Siktir be! Jack’le Trixi çoktan gitmişti. Bende lokantanın anahtarı yoktu ki!
Lanet olsun!
Düşünürken dudağımı ısırdım. Yürüyebilirdim. Altı üstü birkaç blok… Cadde yeterince sessiz görünüyordu... Kesinlikle burada beklemekten daha iyiydi. Burada dururken kolay hedef olurdum!
Çabucak Alice’e bir mesaj gönderdim ve her ihtimale karşı telefonumu elimde tutarak boş caddede yürümeye başladım.
Aslında bu o kadar da kötü bir fikir değildi. Bütün gün ayakta kalmış olmama rağmen serin havada yürümek bana kendimi daha iyi hissettiriyordu. Derin bir nefes aldım.
Birden bir ıslık duydum…
Anında gerildim ama ıslıktan sonra bir adam sesi gelince ayaklarımı daha hızlı hareket etmeye zorladım.
“Tatlım? Bu sen misin?”
Cevap vermedim. Arkamı dönmeden ilerlemeye devam ettim.
Tekrar konuştuğunda sesi daha yakından geliyordu.
“O kıçı nerede görsem tanırım.”
Çok yakındı. Paniklemiştim, tam koşmaya başlayacaktım ki kolları belime dolandı.
“Ah! Bırak beni!” diye çığlık atarken kollarını itmeye çalıştım ama bu bir kayayı oynatmaya çalışmak gibiydi.
“Sakin ol tatlım, sadece benim,” dedi kulağıma doğru.

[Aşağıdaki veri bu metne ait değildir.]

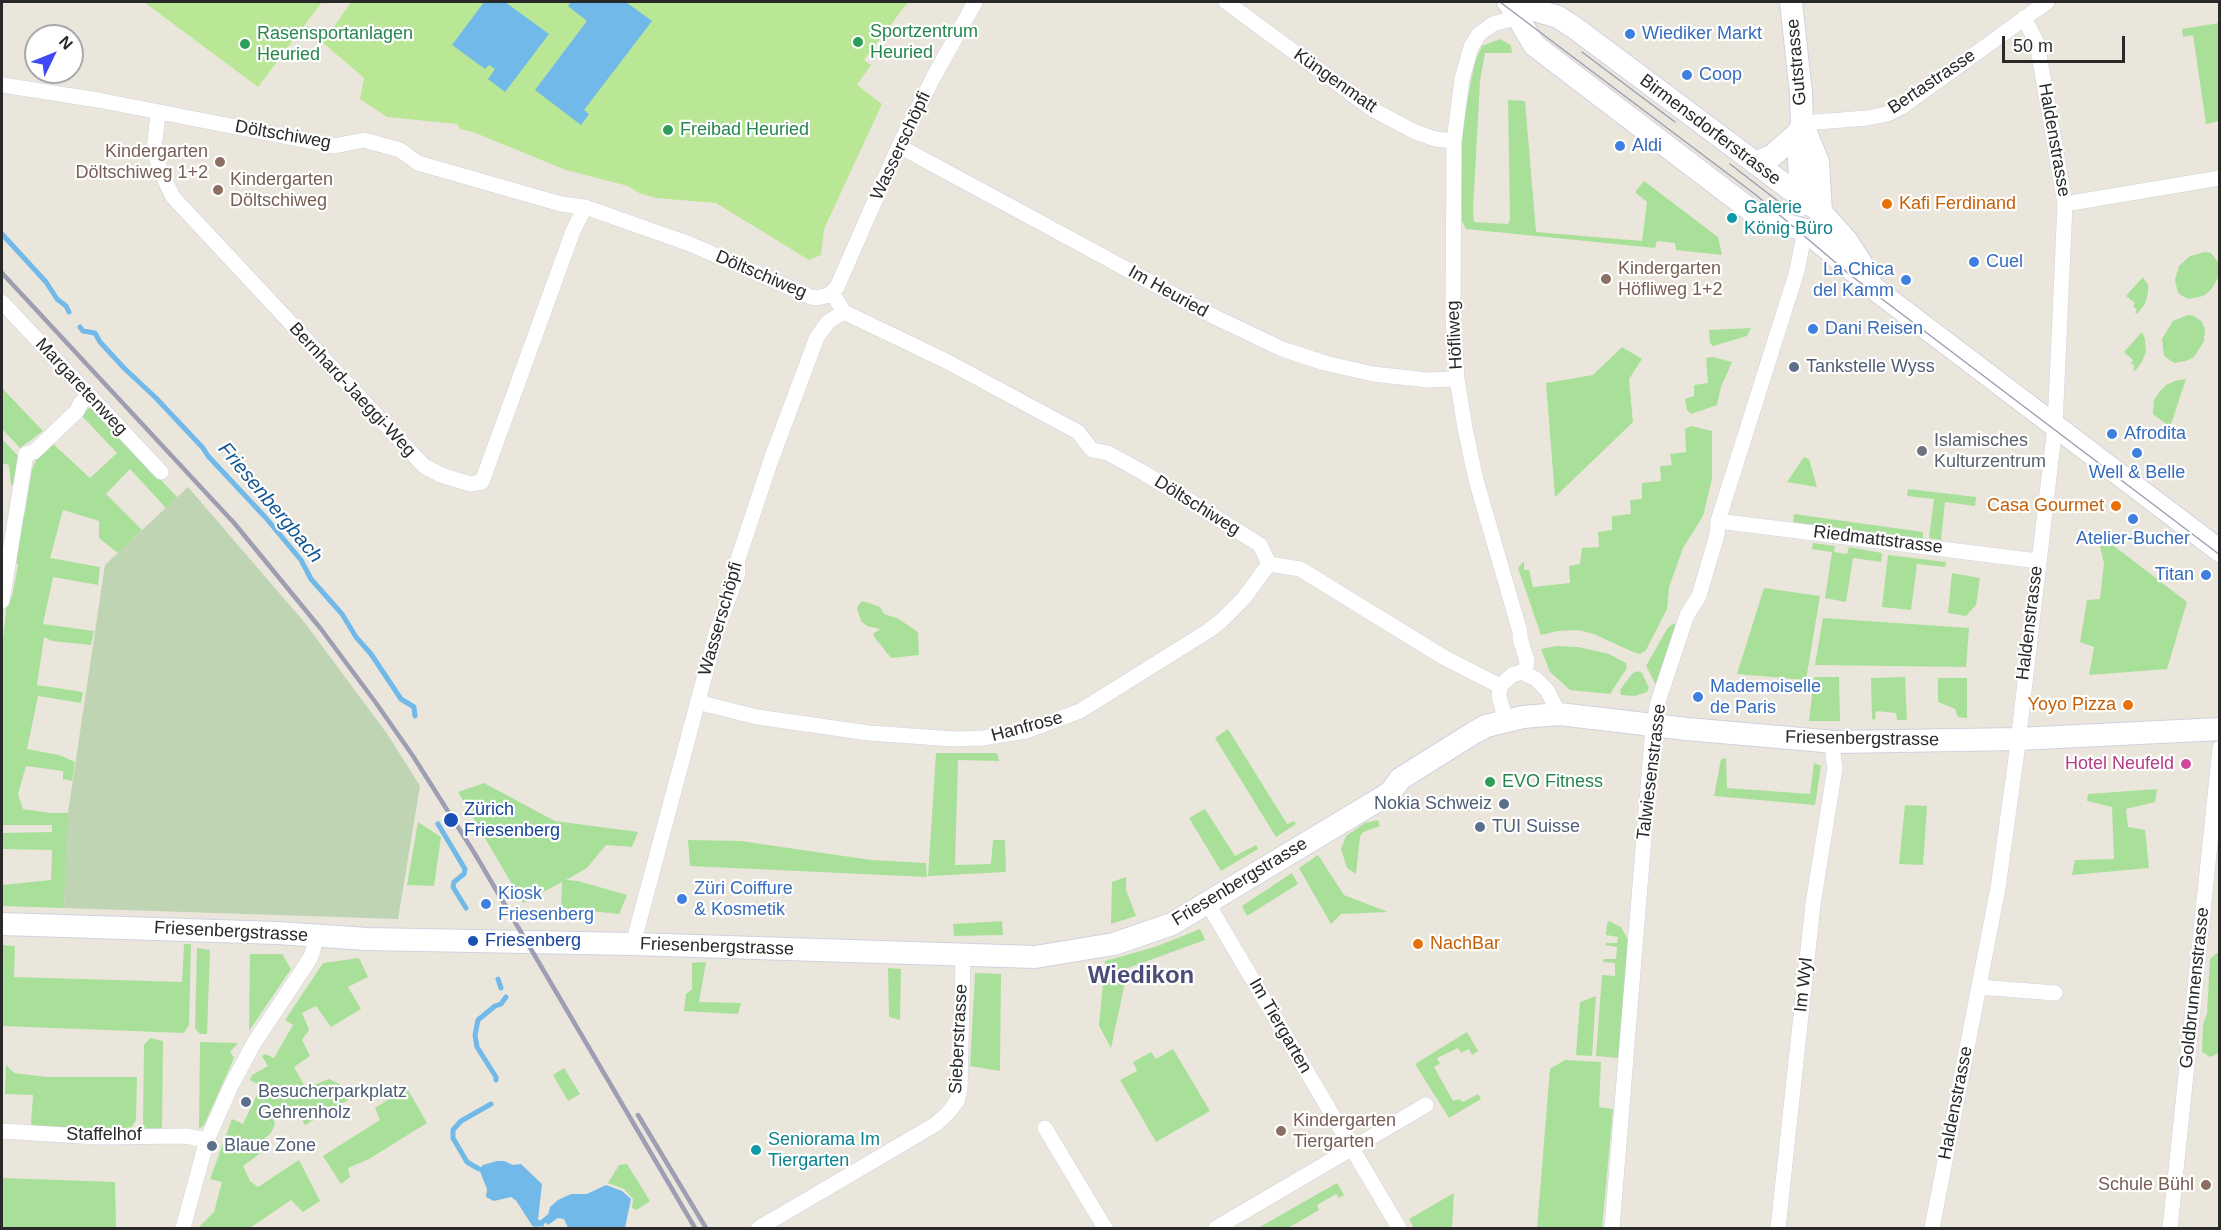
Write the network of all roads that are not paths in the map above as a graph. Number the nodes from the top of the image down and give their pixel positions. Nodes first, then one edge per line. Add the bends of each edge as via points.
1 (975, 2) edge
2 (1226, 2) edge
3 (1791, 2) edge
4 (2047, 2) edge
5 (1512, 8) edge
6 (2024, 18) junction
7 (2, 85) edge
8 (158, 113) junction
9 (1800, 128) junction
10 (1454, 141) junction
11 (899, 146) junction
12 (1755, 163) junction
13 (2220, 178) edge
14 (1799, 196) junction
15 (2065, 204) junction
16 (585, 207) junction
17 (1821, 212) junction
18 (1805, 230) junction
19 (832, 293) junction
20 (1880, 293) junction
21 (2, 302) edge
22 (848, 314) junction
23 (1457, 379) junction
24 (89, 395) junction
25 (2055, 426) junction
26 (161, 472) dead end
27 (1718, 521) junction
28 (2220, 550) edge
29 (2038, 561) junction
30 (1269, 564) junction
31 (2, 595) edge
32 (1525, 673) junction
33 (1500, 686) junction
34 (697, 702) junction
35 (1559, 714) junction
36 (1506, 722) junction
37 (1654, 724) junction
38 (2220, 729) edge
39 (2018, 739) junction
40 (1835, 742) junction
41 (2220, 748) edge
42 (1208, 904) junction
43 (2, 924) edge
44 (317, 936) junction
45 (633, 944) junction
46 (963, 955) junction
47 (1979, 987) junction
48 (2055, 993) dead end
49 (1426, 1105) dead end
50 (1045, 1128) dead end
51 (2, 1131) edge
52 (207, 1140) junction
53 (1352, 1149) junction
54 (183, 1228) edge
55 (759, 1228) edge
56 (1105, 1228) edge
57 (1216, 1228) edge
58 (1399, 1228) edge
59 (1612, 1228) edge
60 (1778, 1228) edge
61 (1932, 1228) edge
62 (2170, 1228) edge

1 - 11 street, Wasserschöpfi
2 - 10 street, Küngenmatt via 1372,109 1414,132
3 - 9 street, Gutstrasse via 1801,93
4 - 6 street, Bertastrasse
5 - 10 street, Höfliweg via 1479,34 1471,47 1462,79
5 - 12 street, Birmensdorferstrasse via 1558,17
5 - 18 street, Birmensdorferstrasse via 1534,45 1761,218
6 - 9 street, Bertastrasse via 1887,114
6 - 15 street, Haldenstrasse via 2037,43
7 - 8 street, Döltschiweg
8 - 16 street, Döltschiweg via 334,146 364,140 400,150 417,163 561,204
8 - 16 street, Bernhard-Jaeggi-Weg via 154,150 172,197 424,466 470,484 482,482
9 - 12 street via 1772,156
9 - 14 street, Gutstrasse
9 - 17 street, Gutstrasse via 1818,162
10 - 23 street, Höfliweg via 1453,318
11 - 19 street, Wasserschöpfi
11 - 23 street, Im Heuried via 1215,317 1282,349 1373,374
12 - 14 street, Birmensdorferstrasse
13 - 15 street
14 - 17 street, Birmensdorferstrasse
14 - 18 street, Gutstrasse
15 - 25 street, Haldenstrasse
16 - 19 street, Döltschiweg via 690,244 811,297
17 - 20 street, Birmensdorferstrasse via 1847,241
18 - 20 street, Birmensdorferstrasse
18 - 27 street, Talwiesenstrasse via 1797,271
19 - 22 street, Döltschiweg
20 - 25 street, Birmensdorferstrasse
21 - 24 street, Margaretenweg
22 - 30 street, Döltschiweg via 1078,432 1092,450 1108,453 1144,473 1260,545
22 - 34 street, Wasserschöpfi via 828,322 817,337 737,562 738,573
23 - 32 street, Höfliweg via 1476,480 1527,661
24 - 26 street, Margaretenweg
24 - 31 street via 34,453 26,454
25 - 28 street, Birmensdorferstrasse
25 - 29 street, Haldenstrasse
27 - 29 street, Riedmattstrasse
27 - 37 street, Talwiesenstrasse via 1716,542 1699,596 1687,615
29 - 39 street, Haldenstrasse
30 - 33 street via 1300,569 1445,658
30 - 34 street, Hanfrose via 1244,598 1214,626 1080,711 1026,731 954,739 869,733 757,717
32 - 33 street via 1512,675
32 - 35 street via 1547,690
33 - 36 street via 1498,696
34 - 45 street, Wasserschöpfi
35 - 36 street, Friesenbergstrasse
35 - 37 street, Friesenbergstrasse
36 - 42 street, Friesenbergstrasse via 1486,726 1462,740 1400,779 1391,792
37 - 40 street, Friesenbergstrasse
37 - 59 street, Talwiesenstrasse
38 - 39 street, Friesenbergstrasse
39 - 40 street, Friesenbergstrasse
39 - 47 street, Haldenstrasse via 1998,888
40 - 60 street, Im Wyl via 1835,768 1813,904
41 - 62 street, Goldbrunnenstrasse
42 - 46 street, Friesenbergstrasse via 1172,924 1114,944 1035,957
42 - 53 street, Im Tiergarten
43 - 44 street, Friesenbergstrasse
44 - 45 street, Friesenbergstrasse
44 - 52 street via 311,957 250,1050
45 - 46 street, Friesenbergstrasse
46 - 55 street, Sieberstrasse via 957,1101 936,1124
47 - 48 street
47 - 61 street, Haldenstrasse
49 - 53 street
50 - 56 street
51 - 52 street, Staffelhof via 185,1136
52 - 54 street
53 - 57 street
53 - 58 street, Im Tiergarten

Arkamızdan başka biri güldüğünde korku anında kanımı dondurdu.
“Lütfen! Lütfen, bırak beni!”
Diğer pislik de gülüyordu. “Sana zarar vermeyeceğim güzelim. Biraz eğlenebiliriz. Seni yalnız yakalamayı umuyordum...”
“Lütfen, hayır…” diye yalvardım ama eliyle ağzımı kapatarak beni susturdu. Sıcak nefesi kulağıma çarpıyordu.
Beni kollarında çevirdiğinde dört korkunç arkadaşıyla yüz yüze geldim. “Sana hiç bu kadarını teklif ettiler mi bebeğim? Hepimizle başa çıkabileceğine eminim. Gerçi... Seni biraz zorlayabiliriz.”
Gözyaşları görüşümü bulanıklaştırıyor, göğsüm sıkışıyordu. Başımı sallamaya çalıştım ama beni sıkıca göğsüne bastırıyordu. Parmak uçlarımda durduğum için hareket edemiyordum.
Ellerini karnımda gezdirirken inliyor, diğerleri de aç gözlerle bize bakıyordu. Dişleri sokak lambasının altında yırtıcı hayvanların iğrenç sarı dişleri gibi parlıyordu.
Sonum geldi. Beni hayvan gibi becerip burada bırakacaklardı.
Eli tam şortumun içine girmek üzereyken karanlıktan derin bir ses geldi.
“Bırak onu,” derken sesi sakin çıkıyordu ama ses tonundaki otoriteyi yanlış anlamak imkânsızdı.
Karanlık sokağın sonunda parlayan sigaranın ucunu görebiliyordum. Arkamdaki adam iç çekti. Işığın aydınlattığı kişi bize yaklaşırken beni tutmaya devam ediyordu.